For the first time since 1970, the NASCAR Cup Series will race on dirt at the Bristol Motor Speedway.

BRISTOL, Tenn. — For the first time since 1970, the NASCAR Cup Series will race on dirt at the Bristol Motor Speedway.

Putting down the dirt on the high banks of Bristol was no easy task.

"There's a lot of nuances that a lot of the fans won't recognize from what we've done on the track," said Stephen Swift, Senior Vice President of Operations and Development.

The three-month conversion process began on Jan. 7 with a scattering of sawdust, and then they began putting down the dirt.

"We had to figure out how to keep dirt up, how to keep it on a slope like that, how to keep compaction, how to make sure we had the right dirt, and to make sure the dirt we're putting in is not a dusty dirt but has life and the things you need to hold moisture," he said.

Swift said they tested 20 sites to find the right kind of dirt and clay. They even sent it off to California for testing.

"Lucky enough, one of the last spots we tested happened to be from a campground that's literally right next to the speedway," he said.

The owner of that campground, Danny Gentry, was more than happy to help because he needed to get rid of some of the dirt on his property.

"You get more area to make it leveler and you get a wider space to park campers and cars," said Gentry.

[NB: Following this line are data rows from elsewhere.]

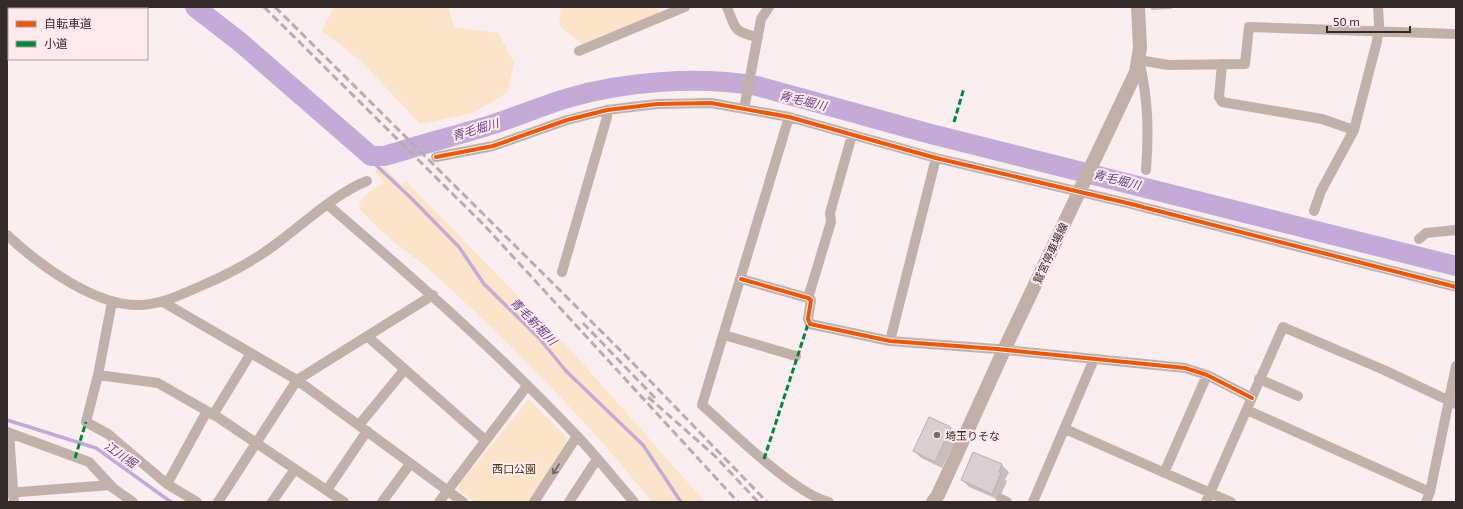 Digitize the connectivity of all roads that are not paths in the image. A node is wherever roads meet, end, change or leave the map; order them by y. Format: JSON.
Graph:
{"nodes":[{"id":1,"x":685,"y":7,"type":"edge"},
{"id":2,"x":727,"y":7,"type":"edge"},
{"id":3,"x":769,"y":7,"type":"edge"},
{"id":4,"x":1138,"y":7,"type":"edge"},
{"id":5,"x":1378,"y":7,"type":"edge"},
{"id":6,"x":1378,"y":31,"type":"junction"},
{"id":7,"x":1456,"y":34,"type":"edge"},
{"id":8,"x":758,"y":37,"type":"junction"},
{"id":9,"x":579,"y":51,"type":"dead end"},
{"id":10,"x":1139,"y":60,"type":"junction"},
{"id":11,"x":1222,"y":64,"type":"junction"},
{"id":12,"x":745,"y":106,"type":"junction"},
{"id":13,"x":607,"y":110,"type":"junction"},
{"id":14,"x":789,"y":118,"type":"junction"},
{"id":15,"x":1354,"y":130,"type":"junction"},
{"id":16,"x":852,"y":135,"type":"junction"},
{"id":17,"x":436,"y":157,"type":"dead end"},
{"id":18,"x":936,"y":158,"type":"junction"},
{"id":19,"x":1146,"y":170,"type":"dead end"},
{"id":20,"x":366,"y":181,"type":"dead end"},
{"id":21,"x":1080,"y":188,"type":"junction"},
{"id":22,"x":328,"y":205,"type":"junction"},
{"id":23,"x":1314,"y":211,"type":"dead end"},
{"id":24,"x":1456,"y":230,"type":"edge"},
{"id":25,"x":7,"y":235,"type":"edge"},
{"id":26,"x":1419,"y":239,"type":"dead end"},
{"id":27,"x":562,"y":272,"type":"dead end"},
{"id":28,"x":741,"y":279,"type":"junction"},
{"id":29,"x":1456,"y":287,"type":"edge"},
{"id":30,"x":433,"y":295,"type":"junction"},
{"id":31,"x":808,"y":298,"type":"junction"},
{"id":32,"x":112,"y":302,"type":"junction"},
{"id":33,"x":163,"y":302,"type":"junction"},
{"id":34,"x":724,"y":335,"type":"junction"},
{"id":35,"x":367,"y":336,"type":"junction"},
{"id":36,"x":890,"y":341,"type":"junction"},
{"id":37,"x":1004,"y":350,"type":"junction"},
{"id":38,"x":251,"y":353,"type":"junction"},
{"id":39,"x":796,"y":356,"type":"dead end"},
{"id":40,"x":1094,"y":359,"type":"junction"},
{"id":41,"x":1456,"y":366,"type":"edge"},
{"id":42,"x":405,"y":369,"type":"junction"},
{"id":43,"x":98,"y":375,"type":"junction"},
{"id":44,"x":1207,"y":375,"type":"junction"},
{"id":45,"x":1259,"y":379,"type":"junction"},
{"id":46,"x":297,"y":380,"type":"junction"},
{"id":47,"x":527,"y":386,"type":"junction"},
{"id":48,"x":1298,"y":396,"type":"dead end"},
{"id":49,"x":1252,"y":398,"type":"junction"},
{"id":50,"x":1452,"y":402,"type":"edge"},
{"id":51,"x":1247,"y":410,"type":"junction"},
{"id":52,"x":210,"y":413,"type":"junction"},
{"id":53,"x":363,"y":428,"type":"junction"},
{"id":54,"x":1065,"y":429,"type":"junction"},
{"id":55,"x":8,"y":433,"type":"edge"},
{"id":56,"x":577,"y":436,"type":"junction"},
{"id":57,"x":485,"y":440,"type":"junction"},
{"id":58,"x":256,"y":442,"type":"junction"},
{"id":59,"x":597,"y":459,"type":"junction"},
{"id":60,"x":410,"y":464,"type":"junction"},
{"id":61,"x":295,"y":469,"type":"junction"},
{"id":62,"x":1164,"y":473,"type":"junction"},
{"id":63,"x":167,"y":484,"type":"junction"},
{"id":64,"x":110,"y":485,"type":"junction"},
{"id":65,"x":327,"y":490,"type":"junction"},
{"id":66,"x":448,"y":492,"type":"junction"},
{"id":67,"x":1430,"y":492,"type":"junction"},
{"id":68,"x":11,"y":496,"type":"edge"},
{"id":69,"x":1208,"y":497,"type":"edge"},
{"id":70,"x":936,"y":500,"type":"edge"},
{"id":71,"x":133,"y":502,"type":"edge"},
{"id":72,"x":197,"y":502,"type":"edge"},
{"id":73,"x":218,"y":502,"type":"edge"},
{"id":74,"x":272,"y":502,"type":"edge"},
{"id":75,"x":344,"y":502,"type":"edge"},
{"id":76,"x":382,"y":502,"type":"edge"},
{"id":77,"x":439,"y":502,"type":"edge"},
{"id":78,"x":463,"y":502,"type":"edge"},
{"id":79,"x":534,"y":502,"type":"edge"},
{"id":80,"x":569,"y":502,"type":"edge"},
{"id":81,"x":634,"y":502,"type":"edge"},
{"id":82,"x":829,"y":502,"type":"edge"},
{"id":83,"x":1033,"y":502,"type":"edge"},
{"id":84,"x":1231,"y":502,"type":"edge"},
{"id":85,"x":1426,"y":502,"type":"edge"}],
"edges":[{"from":1,"to":9,"type":"street"},
{"from":2,"to":8,"type":"street"},
{"from":3,"to":8,"type":"street"},
{"from":4,"to":10,"type":"main road","name":"鷲宮停車場線"},
{"from":5,"to":6,"type":"street"},
{"from":6,"to":7,"type":"street"},
{"from":6,"to":11,"type":"street"},
{"from":6,"to":15,"type":"street"},
{"from":8,"to":12,"type":"street"},
{"from":10,"to":11,"type":"street"},
{"from":10,"to":19,"type":"street"},
{"from":10,"to":21,"type":"main road","name":"鷲宮停車場線"},
{"from":11,"to":15,"type":"street"},
{"from":12,"to":13,"type":"street"},
{"from":12,"to":14,"type":"street"},
{"from":13,"to":17,"type":"street"},
{"from":13,"to":27,"type":"street"},
{"from":14,"to":16,"type":"street"},
{"from":14,"to":28,"type":"street"},
{"from":15,"to":23,"type":"street"},
{"from":16,"to":18,"type":"street"},
{"from":16,"to":31,"type":"street"},
{"from":18,"to":21,"type":"street"},
{"from":18,"to":36,"type":"street"},
{"from":20,"to":22,"type":"street"},
{"from":21,"to":29,"type":"street"},
{"from":21,"to":37,"type":"main road","name":"鷲宮停車場線"},
{"from":22,"to":30,"type":"street"},
{"from":22,"to":33,"type":"street"},
{"from":24,"to":26,"type":"street"},
{"from":25,"to":32,"type":"street"},
{"from":28,"to":31,"type":"street"},
{"from":28,"to":34,"type":"street"},
{"from":30,"to":35,"type":"street"},
{"from":30,"to":47,"type":"street"},
{"from":31,"to":36,"type":"street"},
{"from":32,"to":33,"type":"street"},
{"from":32,"to":43,"type":"street"},
{"from":33,"to":38,"type":"street"},
{"from":34,"to":39,"type":"street"},
{"from":34,"to":82,"type":"street"},
{"from":35,"to":42,"type":"street"},
{"from":35,"to":46,"type":"street"},
{"from":36,"to":37,"type":"street"},
{"from":37,"to":40,"type":"street"},
{"from":37,"to":70,"type":"main road","name":"鷲宮停車場線"},
{"from":38,"to":46,"type":"street"},
{"from":38,"to":52,"type":"street"},
{"from":40,"to":44,"type":"street"},
{"from":40,"to":54,"type":"street"},
{"from":41,"to":50,"type":"street"},
{"from":42,"to":53,"type":"street"},
{"from":42,"to":57,"type":"street"},
{"from":43,"to":52,"type":"street"},
{"from":43,"to":63,"type":"street"},
{"from":44,"to":49,"type":"street"},
{"from":44,"to":62,"type":"street"},
{"from":45,"to":48,"type":"street"},
{"from":45,"to":49,"type":"street"},
{"from":45,"to":50,"type":"street"},
{"from":46,"to":53,"type":"street"},
{"from":46,"to":58,"type":"street"},
{"from":47,"to":56,"type":"street"},
{"from":47,"to":57,"type":"street"},
{"from":49,"to":51,"type":"street"},
{"from":50,"to":67,"type":"street"},
{"from":51,"to":67,"type":"street"},
{"from":51,"to":69,"type":"street"},
{"from":52,"to":58,"type":"street"},
{"from":52,"to":63,"type":"street"},
{"from":53,"to":60,"type":"street"},
{"from":53,"to":65,"type":"street"},
{"from":54,"to":62,"type":"street"},
{"from":54,"to":83,"type":"street"},
{"from":55,"to":64,"type":"street"},
{"from":55,"to":68,"type":"street"},
{"from":56,"to":59,"type":"street"},
{"from":56,"to":79,"type":"street","one_way":true},
{"from":57,"to":66,"type":"street"},
{"from":58,"to":61,"type":"street"},
{"from":58,"to":73,"type":"street"},
{"from":59,"to":80,"type":"street"},
{"from":59,"to":81,"type":"street"},
{"from":60,"to":66,"type":"street"},
{"from":60,"to":76,"type":"street"},
{"from":61,"to":65,"type":"street"},
{"from":61,"to":74,"type":"street"},
{"from":62,"to":69,"type":"street"},
{"from":63,"to":72,"type":"street"},
{"from":64,"to":68,"type":"street"},
{"from":64,"to":71,"type":"street"},
{"from":65,"to":75,"type":"street"},
{"from":66,"to":77,"type":"street"},
{"from":66,"to":78,"type":"street"},
{"from":67,"to":85,"type":"street"},
{"from":69,"to":84,"type":"street"}]}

Gentry had asked the city years ago to level out a large portion of his land, which was too steep to park cars and campers. Thanks to BMS, he said he has about 30 percent more space.

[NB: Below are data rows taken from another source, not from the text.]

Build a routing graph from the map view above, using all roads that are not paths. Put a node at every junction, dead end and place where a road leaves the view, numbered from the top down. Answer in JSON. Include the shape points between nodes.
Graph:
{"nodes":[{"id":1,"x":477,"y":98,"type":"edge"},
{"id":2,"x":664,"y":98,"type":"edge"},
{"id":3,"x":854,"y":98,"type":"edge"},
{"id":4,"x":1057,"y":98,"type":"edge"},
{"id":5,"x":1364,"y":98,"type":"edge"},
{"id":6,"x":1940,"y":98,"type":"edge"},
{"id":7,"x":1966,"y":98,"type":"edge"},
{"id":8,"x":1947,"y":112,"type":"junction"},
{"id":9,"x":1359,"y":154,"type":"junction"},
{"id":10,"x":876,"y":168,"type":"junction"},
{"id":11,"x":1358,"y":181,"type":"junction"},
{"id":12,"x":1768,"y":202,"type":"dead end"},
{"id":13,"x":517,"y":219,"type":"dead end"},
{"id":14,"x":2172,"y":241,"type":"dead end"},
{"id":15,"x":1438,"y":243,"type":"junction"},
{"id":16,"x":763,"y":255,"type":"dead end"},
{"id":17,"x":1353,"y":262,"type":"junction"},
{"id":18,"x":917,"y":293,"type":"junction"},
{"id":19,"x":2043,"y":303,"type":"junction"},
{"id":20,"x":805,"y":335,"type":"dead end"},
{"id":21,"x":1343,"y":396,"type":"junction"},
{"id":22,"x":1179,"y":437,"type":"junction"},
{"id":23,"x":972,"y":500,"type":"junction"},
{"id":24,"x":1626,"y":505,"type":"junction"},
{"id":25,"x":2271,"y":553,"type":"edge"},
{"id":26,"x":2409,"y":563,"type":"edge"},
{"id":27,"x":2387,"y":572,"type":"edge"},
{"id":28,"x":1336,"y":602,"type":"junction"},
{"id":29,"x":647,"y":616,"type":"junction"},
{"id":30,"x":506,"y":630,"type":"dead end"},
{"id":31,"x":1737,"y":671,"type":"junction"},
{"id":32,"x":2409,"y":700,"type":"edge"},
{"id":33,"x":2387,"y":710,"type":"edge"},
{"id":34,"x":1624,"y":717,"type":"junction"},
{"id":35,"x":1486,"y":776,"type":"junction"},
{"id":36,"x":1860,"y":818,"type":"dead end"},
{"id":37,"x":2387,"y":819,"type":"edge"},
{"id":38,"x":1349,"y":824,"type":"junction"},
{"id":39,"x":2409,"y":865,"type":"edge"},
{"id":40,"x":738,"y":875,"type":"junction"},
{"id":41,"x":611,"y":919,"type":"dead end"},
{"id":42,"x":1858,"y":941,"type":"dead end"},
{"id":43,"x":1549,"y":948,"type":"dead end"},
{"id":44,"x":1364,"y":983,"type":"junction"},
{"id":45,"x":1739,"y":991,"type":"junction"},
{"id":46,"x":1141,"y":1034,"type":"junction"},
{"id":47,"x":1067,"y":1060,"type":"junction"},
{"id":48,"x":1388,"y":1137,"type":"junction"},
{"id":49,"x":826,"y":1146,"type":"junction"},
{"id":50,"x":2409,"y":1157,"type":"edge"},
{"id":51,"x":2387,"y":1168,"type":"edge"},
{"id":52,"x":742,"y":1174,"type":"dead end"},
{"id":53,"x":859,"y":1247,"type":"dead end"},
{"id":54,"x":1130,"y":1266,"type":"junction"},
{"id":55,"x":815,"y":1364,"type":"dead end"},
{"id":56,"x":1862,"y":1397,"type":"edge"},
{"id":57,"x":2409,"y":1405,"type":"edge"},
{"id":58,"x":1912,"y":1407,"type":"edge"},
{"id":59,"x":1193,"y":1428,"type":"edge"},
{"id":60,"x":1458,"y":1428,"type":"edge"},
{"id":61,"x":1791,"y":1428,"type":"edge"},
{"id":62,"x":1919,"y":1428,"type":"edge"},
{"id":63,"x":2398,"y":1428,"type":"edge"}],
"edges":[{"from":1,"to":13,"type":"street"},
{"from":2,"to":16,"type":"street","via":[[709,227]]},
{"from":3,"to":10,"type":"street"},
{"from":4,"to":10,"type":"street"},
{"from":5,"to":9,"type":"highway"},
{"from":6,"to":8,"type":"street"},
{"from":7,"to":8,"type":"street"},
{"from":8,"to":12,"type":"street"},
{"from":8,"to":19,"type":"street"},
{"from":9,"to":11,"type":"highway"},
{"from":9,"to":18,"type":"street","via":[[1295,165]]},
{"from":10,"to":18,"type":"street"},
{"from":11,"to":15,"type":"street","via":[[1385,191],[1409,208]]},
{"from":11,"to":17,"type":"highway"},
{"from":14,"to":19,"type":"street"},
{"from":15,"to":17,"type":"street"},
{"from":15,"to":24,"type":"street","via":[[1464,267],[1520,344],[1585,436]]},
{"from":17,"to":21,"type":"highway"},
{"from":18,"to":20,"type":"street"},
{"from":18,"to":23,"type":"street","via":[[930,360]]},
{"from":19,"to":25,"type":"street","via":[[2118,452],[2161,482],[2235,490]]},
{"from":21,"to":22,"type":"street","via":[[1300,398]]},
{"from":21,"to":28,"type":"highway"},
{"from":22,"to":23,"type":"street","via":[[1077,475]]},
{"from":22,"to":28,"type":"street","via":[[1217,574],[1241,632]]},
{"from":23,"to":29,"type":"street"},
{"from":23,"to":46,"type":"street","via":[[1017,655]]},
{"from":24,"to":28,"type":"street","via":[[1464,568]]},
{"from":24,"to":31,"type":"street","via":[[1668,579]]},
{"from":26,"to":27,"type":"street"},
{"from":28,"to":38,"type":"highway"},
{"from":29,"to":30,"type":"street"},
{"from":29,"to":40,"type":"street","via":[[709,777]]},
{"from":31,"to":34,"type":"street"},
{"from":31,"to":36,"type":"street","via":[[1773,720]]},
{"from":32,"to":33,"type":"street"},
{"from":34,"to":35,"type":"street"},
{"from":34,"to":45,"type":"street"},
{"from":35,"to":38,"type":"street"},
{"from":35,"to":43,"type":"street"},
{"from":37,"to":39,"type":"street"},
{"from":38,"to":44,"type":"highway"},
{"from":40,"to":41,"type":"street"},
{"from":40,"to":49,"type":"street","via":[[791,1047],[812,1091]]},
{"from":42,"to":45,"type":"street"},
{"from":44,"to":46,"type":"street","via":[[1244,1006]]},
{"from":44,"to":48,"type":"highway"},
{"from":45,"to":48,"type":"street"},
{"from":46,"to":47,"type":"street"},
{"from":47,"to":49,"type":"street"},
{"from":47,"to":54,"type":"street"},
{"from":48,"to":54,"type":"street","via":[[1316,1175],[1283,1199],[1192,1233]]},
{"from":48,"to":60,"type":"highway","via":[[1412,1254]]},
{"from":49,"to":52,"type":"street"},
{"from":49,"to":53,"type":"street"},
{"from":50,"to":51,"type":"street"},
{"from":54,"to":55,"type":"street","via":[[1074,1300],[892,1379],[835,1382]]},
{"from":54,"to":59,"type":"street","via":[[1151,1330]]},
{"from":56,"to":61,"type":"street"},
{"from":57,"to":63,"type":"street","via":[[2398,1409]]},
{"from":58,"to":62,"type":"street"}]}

"It was a blessing because it was really close," said Swift. "So it was easy to get dirt in here quick and we actually helped a neighbor of ours to enhance their campground."

At the end of the weekend, the checkered flag will fall, and the dust will settle, but the 2021 Spring race will live on for Gentry's campground.

"Just come down and park on the dirt that helped to build Bristol," said Gentry.

This story was originally reported by WCYB.